(Beginning of DATASET RECORDS)
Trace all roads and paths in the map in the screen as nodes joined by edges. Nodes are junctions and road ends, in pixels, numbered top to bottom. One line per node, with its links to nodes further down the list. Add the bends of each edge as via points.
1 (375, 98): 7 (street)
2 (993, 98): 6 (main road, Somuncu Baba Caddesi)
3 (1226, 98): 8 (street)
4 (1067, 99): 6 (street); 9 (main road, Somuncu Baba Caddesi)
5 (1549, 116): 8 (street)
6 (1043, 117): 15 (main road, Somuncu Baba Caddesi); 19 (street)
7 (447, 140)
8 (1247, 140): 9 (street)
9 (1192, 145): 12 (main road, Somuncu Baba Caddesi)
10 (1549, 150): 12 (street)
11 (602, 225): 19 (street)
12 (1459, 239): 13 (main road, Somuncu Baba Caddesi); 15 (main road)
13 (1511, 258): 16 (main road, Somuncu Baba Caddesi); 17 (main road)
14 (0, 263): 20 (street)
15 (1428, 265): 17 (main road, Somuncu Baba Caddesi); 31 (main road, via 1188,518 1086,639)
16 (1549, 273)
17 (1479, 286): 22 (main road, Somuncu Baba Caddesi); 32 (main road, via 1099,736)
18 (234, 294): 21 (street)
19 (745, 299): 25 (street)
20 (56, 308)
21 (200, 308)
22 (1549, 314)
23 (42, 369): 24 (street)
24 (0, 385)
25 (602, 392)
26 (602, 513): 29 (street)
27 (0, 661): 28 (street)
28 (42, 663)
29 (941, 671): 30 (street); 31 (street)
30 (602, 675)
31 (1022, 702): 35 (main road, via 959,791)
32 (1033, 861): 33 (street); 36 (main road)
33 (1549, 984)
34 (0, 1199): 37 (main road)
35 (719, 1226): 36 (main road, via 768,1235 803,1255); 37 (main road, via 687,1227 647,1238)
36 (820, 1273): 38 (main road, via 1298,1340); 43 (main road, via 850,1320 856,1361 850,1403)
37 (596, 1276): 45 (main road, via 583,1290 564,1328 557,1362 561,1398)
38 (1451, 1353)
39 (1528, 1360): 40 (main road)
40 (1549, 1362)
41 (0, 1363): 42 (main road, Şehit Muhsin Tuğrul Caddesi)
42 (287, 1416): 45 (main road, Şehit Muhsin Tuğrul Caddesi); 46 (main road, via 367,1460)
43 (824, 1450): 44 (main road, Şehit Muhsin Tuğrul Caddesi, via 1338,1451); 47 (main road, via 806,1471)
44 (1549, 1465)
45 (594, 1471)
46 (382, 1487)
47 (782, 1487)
(End of DATASET RECORDS)
(Beginning of DATASET RECORDS)
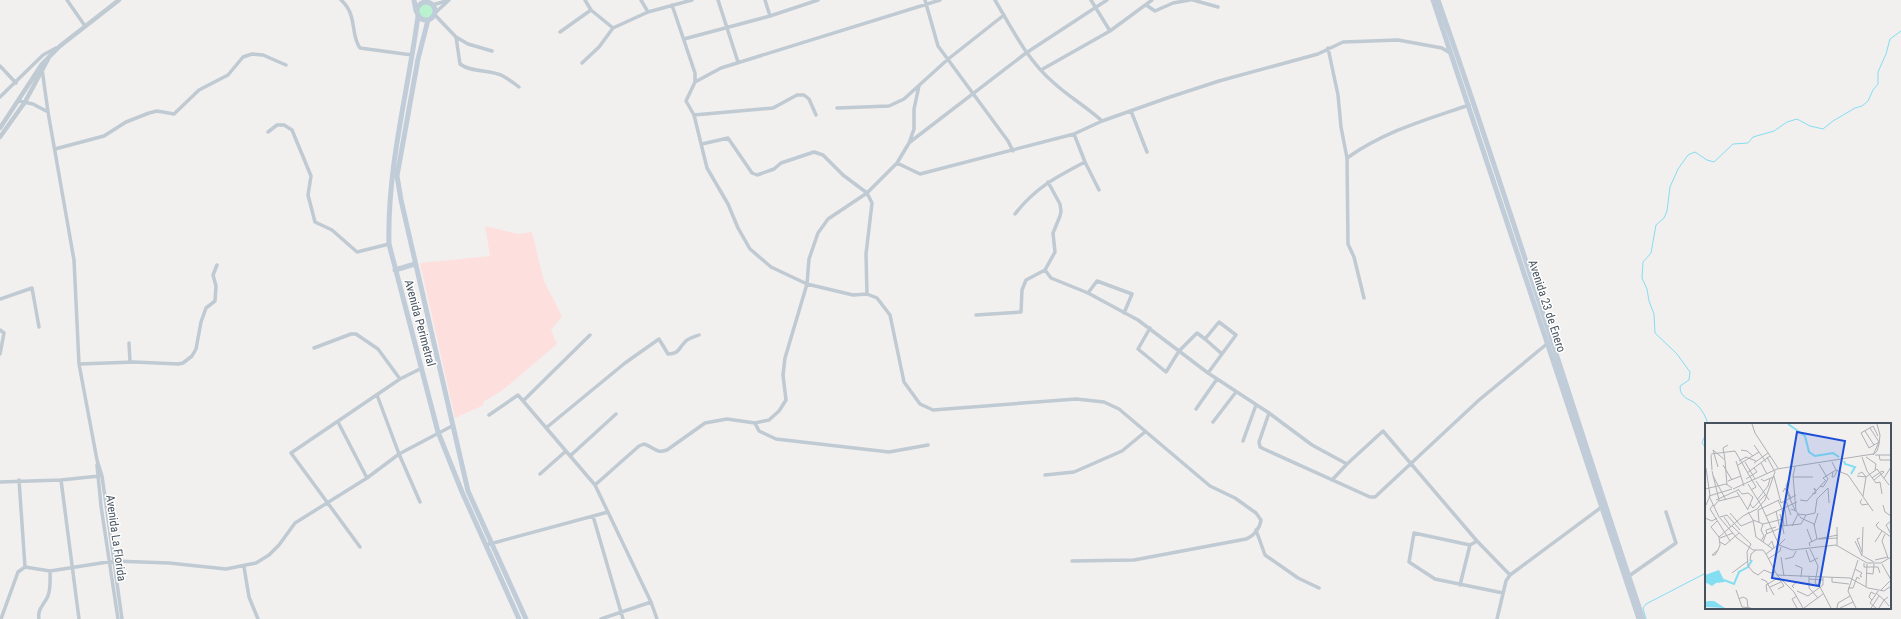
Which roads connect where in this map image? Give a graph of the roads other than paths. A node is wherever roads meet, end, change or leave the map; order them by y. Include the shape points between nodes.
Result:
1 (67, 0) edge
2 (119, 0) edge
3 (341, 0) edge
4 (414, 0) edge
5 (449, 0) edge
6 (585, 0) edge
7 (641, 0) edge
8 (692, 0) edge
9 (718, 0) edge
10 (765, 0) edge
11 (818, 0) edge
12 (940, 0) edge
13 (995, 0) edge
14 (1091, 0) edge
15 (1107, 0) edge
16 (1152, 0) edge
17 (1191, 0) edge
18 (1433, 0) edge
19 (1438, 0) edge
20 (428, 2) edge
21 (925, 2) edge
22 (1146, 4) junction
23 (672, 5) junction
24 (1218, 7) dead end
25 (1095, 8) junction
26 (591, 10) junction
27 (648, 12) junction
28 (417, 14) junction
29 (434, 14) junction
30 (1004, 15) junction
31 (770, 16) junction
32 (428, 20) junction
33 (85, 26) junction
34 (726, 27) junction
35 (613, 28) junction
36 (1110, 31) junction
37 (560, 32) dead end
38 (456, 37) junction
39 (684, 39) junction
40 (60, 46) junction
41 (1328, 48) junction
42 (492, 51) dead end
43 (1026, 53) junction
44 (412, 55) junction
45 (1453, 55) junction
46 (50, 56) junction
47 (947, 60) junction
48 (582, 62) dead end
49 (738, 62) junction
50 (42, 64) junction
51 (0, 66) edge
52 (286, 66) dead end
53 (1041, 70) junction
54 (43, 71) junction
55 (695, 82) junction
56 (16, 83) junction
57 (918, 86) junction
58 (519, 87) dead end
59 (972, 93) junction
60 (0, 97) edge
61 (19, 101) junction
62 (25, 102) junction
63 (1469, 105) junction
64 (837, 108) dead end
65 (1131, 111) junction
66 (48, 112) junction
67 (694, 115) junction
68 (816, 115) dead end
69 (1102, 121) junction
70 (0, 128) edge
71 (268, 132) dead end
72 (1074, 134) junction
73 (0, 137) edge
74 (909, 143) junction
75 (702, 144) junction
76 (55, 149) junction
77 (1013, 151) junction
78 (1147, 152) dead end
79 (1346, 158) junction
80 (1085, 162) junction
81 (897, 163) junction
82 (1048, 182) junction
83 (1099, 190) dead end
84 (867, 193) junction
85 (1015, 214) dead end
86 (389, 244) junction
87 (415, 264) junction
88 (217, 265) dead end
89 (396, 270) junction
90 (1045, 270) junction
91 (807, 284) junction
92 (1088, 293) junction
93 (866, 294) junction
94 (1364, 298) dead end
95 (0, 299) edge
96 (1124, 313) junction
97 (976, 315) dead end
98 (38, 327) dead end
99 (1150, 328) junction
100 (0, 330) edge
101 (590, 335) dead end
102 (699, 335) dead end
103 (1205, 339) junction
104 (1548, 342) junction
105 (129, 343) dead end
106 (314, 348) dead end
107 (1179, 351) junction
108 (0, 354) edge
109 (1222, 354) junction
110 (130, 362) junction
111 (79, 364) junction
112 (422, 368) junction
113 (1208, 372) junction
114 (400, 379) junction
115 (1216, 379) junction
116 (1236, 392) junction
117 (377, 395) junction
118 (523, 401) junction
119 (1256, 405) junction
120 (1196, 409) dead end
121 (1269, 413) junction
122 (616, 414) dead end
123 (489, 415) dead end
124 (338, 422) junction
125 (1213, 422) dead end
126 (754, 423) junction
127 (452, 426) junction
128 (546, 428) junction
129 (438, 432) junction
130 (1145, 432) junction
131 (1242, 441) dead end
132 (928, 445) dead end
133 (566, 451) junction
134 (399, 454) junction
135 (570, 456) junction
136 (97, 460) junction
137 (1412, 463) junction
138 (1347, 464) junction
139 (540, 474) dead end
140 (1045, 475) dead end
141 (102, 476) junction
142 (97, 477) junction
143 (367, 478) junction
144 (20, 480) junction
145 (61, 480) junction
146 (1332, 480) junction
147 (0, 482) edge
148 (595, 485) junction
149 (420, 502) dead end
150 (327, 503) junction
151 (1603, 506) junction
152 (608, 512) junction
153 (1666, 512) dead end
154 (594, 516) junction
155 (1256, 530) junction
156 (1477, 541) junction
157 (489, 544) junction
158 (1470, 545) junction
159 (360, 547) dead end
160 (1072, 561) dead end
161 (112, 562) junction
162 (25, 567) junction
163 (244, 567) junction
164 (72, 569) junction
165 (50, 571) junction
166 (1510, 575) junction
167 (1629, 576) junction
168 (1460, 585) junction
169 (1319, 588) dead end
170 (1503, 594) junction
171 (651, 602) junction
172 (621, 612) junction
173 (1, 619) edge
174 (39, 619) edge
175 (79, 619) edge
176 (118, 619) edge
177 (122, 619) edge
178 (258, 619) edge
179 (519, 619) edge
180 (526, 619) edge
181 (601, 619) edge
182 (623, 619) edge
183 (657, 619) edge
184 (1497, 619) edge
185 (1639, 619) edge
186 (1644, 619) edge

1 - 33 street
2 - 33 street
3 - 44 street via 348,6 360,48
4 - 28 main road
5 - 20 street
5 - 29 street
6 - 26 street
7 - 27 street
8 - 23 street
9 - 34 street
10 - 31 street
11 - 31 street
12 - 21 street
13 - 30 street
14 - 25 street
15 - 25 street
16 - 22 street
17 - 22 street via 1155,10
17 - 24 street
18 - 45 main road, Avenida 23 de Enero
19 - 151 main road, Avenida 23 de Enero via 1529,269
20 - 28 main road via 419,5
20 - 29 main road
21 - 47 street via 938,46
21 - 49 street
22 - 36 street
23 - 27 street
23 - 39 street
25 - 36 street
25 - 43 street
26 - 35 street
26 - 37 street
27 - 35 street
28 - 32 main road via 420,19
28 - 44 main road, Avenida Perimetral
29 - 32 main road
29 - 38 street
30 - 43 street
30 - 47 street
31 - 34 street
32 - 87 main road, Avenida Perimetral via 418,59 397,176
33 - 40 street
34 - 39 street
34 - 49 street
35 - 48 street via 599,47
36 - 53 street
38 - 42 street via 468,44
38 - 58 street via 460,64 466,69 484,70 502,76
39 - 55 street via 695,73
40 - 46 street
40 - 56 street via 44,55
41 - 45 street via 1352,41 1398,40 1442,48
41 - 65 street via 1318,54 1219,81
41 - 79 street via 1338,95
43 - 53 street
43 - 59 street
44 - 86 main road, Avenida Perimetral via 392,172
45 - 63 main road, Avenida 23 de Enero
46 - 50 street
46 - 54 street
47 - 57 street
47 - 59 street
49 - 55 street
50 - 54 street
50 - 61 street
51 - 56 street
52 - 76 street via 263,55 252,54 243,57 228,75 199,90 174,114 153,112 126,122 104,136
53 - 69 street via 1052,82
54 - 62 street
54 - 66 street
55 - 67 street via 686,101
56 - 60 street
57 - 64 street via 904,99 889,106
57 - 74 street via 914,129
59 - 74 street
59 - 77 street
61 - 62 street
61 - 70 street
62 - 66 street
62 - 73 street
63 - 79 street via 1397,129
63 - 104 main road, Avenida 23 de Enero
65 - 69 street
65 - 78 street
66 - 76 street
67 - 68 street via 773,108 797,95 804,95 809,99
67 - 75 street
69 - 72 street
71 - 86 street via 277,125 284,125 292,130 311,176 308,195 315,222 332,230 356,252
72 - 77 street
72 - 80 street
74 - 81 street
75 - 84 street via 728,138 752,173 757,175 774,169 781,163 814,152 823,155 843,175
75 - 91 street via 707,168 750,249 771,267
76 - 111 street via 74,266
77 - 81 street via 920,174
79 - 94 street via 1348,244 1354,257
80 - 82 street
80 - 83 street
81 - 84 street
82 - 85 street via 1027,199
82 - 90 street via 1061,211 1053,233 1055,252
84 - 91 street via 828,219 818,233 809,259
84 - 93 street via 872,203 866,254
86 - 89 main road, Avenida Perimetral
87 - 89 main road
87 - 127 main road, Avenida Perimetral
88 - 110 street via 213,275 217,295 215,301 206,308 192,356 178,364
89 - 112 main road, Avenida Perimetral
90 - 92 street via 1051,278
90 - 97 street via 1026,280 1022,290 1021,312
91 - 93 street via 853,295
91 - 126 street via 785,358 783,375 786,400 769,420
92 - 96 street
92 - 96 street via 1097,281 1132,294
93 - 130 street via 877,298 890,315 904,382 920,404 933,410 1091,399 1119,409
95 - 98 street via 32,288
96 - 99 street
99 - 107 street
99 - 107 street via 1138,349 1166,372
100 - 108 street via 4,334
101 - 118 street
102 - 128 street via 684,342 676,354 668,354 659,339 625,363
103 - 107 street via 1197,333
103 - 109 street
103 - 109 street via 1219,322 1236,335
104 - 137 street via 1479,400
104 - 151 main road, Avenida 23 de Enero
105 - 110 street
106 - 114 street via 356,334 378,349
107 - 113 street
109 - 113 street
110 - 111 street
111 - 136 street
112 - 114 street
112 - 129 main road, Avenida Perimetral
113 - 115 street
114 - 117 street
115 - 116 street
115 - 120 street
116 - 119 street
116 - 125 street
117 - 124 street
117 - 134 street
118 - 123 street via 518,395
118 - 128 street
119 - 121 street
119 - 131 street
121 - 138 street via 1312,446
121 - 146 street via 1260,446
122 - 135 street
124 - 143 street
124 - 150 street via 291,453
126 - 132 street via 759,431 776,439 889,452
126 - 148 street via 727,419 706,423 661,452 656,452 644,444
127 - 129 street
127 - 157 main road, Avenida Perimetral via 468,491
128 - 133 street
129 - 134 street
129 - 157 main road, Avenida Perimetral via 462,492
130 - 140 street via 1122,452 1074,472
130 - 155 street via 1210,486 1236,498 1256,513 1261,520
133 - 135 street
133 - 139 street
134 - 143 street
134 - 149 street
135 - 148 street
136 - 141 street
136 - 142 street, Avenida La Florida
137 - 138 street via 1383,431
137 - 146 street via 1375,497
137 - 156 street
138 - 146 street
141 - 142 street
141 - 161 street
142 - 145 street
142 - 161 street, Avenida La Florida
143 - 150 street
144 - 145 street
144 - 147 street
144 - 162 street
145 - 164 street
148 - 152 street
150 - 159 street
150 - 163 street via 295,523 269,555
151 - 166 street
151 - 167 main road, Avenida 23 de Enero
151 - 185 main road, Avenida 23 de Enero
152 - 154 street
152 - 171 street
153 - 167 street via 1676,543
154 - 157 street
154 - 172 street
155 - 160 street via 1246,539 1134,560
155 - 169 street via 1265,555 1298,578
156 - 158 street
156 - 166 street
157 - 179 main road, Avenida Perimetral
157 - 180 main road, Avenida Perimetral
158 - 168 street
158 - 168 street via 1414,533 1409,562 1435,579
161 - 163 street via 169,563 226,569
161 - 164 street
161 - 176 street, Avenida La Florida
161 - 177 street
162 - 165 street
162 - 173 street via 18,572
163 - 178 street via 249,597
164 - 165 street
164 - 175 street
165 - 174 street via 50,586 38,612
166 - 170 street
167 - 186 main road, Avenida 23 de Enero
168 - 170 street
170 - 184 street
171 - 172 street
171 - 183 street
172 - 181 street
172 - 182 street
(End of DATASET RECORDS)
(Beginning of DATASET RECORDS)
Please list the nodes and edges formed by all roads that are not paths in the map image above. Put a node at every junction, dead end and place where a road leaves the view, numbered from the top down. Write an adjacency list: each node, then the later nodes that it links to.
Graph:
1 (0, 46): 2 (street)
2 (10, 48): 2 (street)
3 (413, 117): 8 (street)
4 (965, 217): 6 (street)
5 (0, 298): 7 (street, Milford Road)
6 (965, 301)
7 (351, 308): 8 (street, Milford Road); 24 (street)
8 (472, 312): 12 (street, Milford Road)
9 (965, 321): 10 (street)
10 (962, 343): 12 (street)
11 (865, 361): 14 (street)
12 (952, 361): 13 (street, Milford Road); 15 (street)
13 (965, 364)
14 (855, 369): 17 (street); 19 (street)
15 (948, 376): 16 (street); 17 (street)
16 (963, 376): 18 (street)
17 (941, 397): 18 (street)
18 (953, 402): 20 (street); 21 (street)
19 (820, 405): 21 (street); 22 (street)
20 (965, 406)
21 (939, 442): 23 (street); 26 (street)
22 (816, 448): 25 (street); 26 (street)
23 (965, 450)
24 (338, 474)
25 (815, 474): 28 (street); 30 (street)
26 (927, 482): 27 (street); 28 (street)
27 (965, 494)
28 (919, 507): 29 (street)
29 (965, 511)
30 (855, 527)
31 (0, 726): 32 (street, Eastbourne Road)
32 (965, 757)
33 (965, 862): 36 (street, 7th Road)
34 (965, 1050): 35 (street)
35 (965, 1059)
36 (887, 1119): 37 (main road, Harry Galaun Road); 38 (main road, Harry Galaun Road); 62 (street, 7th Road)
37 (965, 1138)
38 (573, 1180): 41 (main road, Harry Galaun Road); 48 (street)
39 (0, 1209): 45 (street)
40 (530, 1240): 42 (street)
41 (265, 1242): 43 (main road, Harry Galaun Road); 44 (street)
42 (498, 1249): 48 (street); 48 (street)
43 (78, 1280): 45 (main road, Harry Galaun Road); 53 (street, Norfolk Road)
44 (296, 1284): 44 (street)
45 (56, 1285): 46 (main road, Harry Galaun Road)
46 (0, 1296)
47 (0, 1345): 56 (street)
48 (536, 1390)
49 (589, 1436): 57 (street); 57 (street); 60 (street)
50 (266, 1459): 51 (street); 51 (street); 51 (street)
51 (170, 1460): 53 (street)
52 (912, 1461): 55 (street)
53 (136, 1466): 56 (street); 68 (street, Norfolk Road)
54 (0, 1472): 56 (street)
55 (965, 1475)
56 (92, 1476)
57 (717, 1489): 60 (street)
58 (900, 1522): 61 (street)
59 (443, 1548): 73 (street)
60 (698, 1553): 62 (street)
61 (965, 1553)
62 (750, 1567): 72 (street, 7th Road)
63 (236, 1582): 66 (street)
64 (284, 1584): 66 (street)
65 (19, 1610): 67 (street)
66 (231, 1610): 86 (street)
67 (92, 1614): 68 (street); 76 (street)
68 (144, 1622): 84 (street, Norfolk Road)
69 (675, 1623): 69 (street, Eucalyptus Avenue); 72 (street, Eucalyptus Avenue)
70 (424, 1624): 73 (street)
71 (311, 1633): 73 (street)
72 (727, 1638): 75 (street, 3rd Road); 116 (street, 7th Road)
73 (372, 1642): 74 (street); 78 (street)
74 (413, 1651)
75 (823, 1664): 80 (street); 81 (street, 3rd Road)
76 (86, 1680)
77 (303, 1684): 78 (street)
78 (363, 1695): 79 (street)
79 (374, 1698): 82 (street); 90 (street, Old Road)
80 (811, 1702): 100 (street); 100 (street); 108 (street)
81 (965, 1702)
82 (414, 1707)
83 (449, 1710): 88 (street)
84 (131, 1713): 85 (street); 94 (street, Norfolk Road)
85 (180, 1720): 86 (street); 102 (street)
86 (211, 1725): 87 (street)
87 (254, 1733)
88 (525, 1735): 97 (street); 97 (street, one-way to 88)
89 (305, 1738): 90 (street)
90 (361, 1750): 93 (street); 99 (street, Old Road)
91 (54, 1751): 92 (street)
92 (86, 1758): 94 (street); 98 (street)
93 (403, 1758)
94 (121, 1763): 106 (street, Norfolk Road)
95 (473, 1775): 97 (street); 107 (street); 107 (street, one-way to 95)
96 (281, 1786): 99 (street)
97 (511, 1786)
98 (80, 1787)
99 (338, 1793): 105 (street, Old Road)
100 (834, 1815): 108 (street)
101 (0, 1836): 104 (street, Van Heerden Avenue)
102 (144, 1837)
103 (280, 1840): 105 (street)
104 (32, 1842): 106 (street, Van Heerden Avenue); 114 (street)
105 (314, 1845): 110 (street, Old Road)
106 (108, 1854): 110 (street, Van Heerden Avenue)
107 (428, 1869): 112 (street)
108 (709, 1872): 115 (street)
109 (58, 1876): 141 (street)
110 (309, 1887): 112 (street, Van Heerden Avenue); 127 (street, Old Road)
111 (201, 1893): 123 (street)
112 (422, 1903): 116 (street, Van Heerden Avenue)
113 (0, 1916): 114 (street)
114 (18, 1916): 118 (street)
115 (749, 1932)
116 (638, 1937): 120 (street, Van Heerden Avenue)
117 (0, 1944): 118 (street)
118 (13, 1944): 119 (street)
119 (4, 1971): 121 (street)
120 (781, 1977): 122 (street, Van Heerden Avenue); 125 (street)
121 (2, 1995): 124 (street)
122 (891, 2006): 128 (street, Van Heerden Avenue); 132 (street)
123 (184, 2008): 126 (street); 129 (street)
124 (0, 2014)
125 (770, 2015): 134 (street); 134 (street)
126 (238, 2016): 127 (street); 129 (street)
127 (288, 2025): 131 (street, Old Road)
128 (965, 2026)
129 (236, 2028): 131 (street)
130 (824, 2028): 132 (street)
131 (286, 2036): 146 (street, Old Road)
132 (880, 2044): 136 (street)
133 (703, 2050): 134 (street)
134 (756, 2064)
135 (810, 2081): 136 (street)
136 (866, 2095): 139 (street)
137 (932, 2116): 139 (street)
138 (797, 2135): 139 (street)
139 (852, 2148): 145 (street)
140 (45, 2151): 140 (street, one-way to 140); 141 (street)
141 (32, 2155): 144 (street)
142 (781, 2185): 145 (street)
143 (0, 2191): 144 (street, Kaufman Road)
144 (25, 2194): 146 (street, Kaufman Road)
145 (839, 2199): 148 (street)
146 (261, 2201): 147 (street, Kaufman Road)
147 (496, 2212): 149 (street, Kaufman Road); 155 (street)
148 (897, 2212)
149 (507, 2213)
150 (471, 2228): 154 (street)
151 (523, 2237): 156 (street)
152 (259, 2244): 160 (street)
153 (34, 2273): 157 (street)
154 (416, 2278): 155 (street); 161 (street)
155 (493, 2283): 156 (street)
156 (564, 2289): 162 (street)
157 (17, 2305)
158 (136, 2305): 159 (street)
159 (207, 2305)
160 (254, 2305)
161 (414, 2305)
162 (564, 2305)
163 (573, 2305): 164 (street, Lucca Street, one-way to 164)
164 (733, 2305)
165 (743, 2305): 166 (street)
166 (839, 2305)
(End of DATASET RECORDS)
▶ **TASK GOAL**
The lines to return are those in the entries above that hold "down".

▶ **REPLY**
Trace all roads and paths in the map in the screen as nodes joined by edges. Nodes are junctions and road ends, in pixels, numbered top to bottom. One line per node, with its links to nodes further down the list. Add the bends of each edge as via points.
Please list the nodes and edges formed by all roads that are not paths in the map image above. Put a node at every junction, dead end and place where a road leaves the view, numbered from the top down. Write an adjacency list: each node, then the later nodes that it links to.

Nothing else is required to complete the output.